- [Data excerpts]
══════════════════════════════

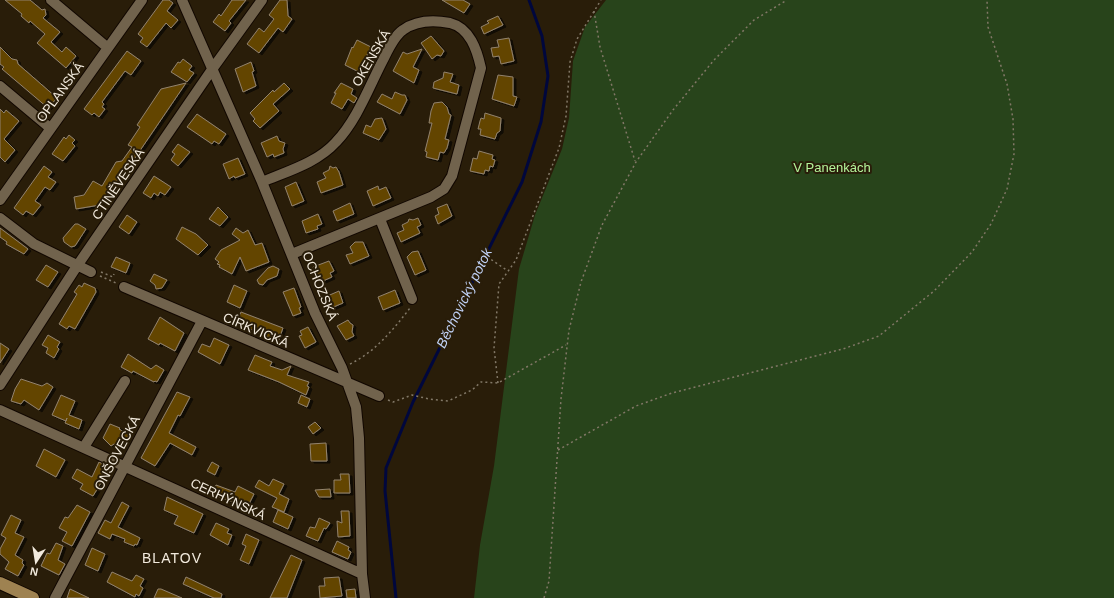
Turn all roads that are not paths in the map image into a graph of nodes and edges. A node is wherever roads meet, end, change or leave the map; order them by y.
1 (50, 0) edge
2 (142, 0) edge
3 (182, 0) edge
4 (262, 0) edge
5 (108, 48) junction
6 (213, 68) junction
7 (0, 86) edge
8 (50, 128) junction
9 (262, 182) junction
10 (0, 200) edge
11 (0, 218) edge
12 (380, 219) junction
13 (292, 254) junction
14 (77, 266) junction
15 (91, 272) road end
16 (124, 287) road end
17 (412, 299) road end
18 (202, 321) junction
19 (125, 381) dead end
20 (347, 382) junction
21 (0, 385) edge
22 (379, 396) road end
23 (0, 410) edge
24 (84, 448) junction
25 (125, 466) junction
26 (362, 574) junction
27 (0, 583) edge
28 (33, 598) edge
29 (55, 598) edge
30 (365, 598) edge

1 - 5 street
2 - 5 street, OPLANSKÁ
3 - 6 street, OCHOZSKÁ
4 - 6 street, CTINĚVESKÁ
5 - 8 street, OPLANSKÁ
6 - 9 street, OCHOZSKÁ
6 - 14 street, CTINĚVESKÁ
7 - 8 street
8 - 10 street, OPLANSKÁ
9 - 12 street, OKENSKÁ
9 - 13 street, OCHOZSKÁ
11 - 14 street
12 - 13 street, OKENSKÁ
12 - 17 street
13 - 20 street, OCHOZSKÁ
14 - 15 street
14 - 21 street, CTINĚVESKÁ
16 - 18 street, CÍRKVICKÁ
18 - 20 street, CÍRKVICKÁ
18 - 25 street, ONŠOVECKÁ
19 - 24 street
20 - 22 street, CÍRKVICKÁ
20 - 26 street, OCHOZSKÁ
23 - 24 street, CERHÝNSKÁ
24 - 25 street, CERHÝNSKÁ
25 - 26 street, CERHÝNSKÁ
25 - 29 street, ONŠOVECKÁ
26 - 30 street, OCHOZSKÁ
27 - 28 main road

══════════════════════════════

- [ASSIGNMENT] Except for the pictures, give the data again word for word.

- [WORKED SOLUTION]
Turn all roads that are not paths in the map image into a graph of nodes and edges. A node is wherever roads meet, end, change or leave the map; order them by y.
1 (50, 0) edge
2 (142, 0) edge
3 (182, 0) edge
4 (262, 0) edge
5 (108, 48) junction
6 (213, 68) junction
7 (0, 86) edge
8 (50, 128) junction
9 (262, 182) junction
10 (0, 200) edge
11 (0, 218) edge
12 (380, 219) junction
13 (292, 254) junction
14 (77, 266) junction
15 (91, 272) road end
16 (124, 287) road end
17 (412, 299) road end
18 (202, 321) junction
19 (125, 381) dead end
20 (347, 382) junction
21 (0, 385) edge
22 (379, 396) road end
23 (0, 410) edge
24 (84, 448) junction
25 (125, 466) junction
26 (362, 574) junction
27 (0, 583) edge
28 (33, 598) edge
29 (55, 598) edge
30 (365, 598) edge

1 - 5 street
2 - 5 street, OPLANSKÁ
3 - 6 street, OCHOZSKÁ
4 - 6 street, CTINĚVESKÁ
5 - 8 street, OPLANSKÁ
6 - 9 street, OCHOZSKÁ
6 - 14 street, CTINĚVESKÁ
7 - 8 street
8 - 10 street, OPLANSKÁ
9 - 12 street, OKENSKÁ
9 - 13 street, OCHOZSKÁ
11 - 14 street
12 - 13 street, OKENSKÁ
12 - 17 street
13 - 20 street, OCHOZSKÁ
14 - 15 street
14 - 21 street, CTINĚVESKÁ
16 - 18 street, CÍRKVICKÁ
18 - 20 street, CÍRKVICKÁ
18 - 25 street, ONŠOVECKÁ
19 - 24 street
20 - 22 street, CÍRKVICKÁ
20 - 26 street, OCHOZSKÁ
23 - 24 street, CERHÝNSKÁ
24 - 25 street, CERHÝNSKÁ
25 - 26 street, CERHÝNSKÁ
25 - 29 street, ONŠOVECKÁ
26 - 30 street, OCHOZSKÁ
27 - 28 main road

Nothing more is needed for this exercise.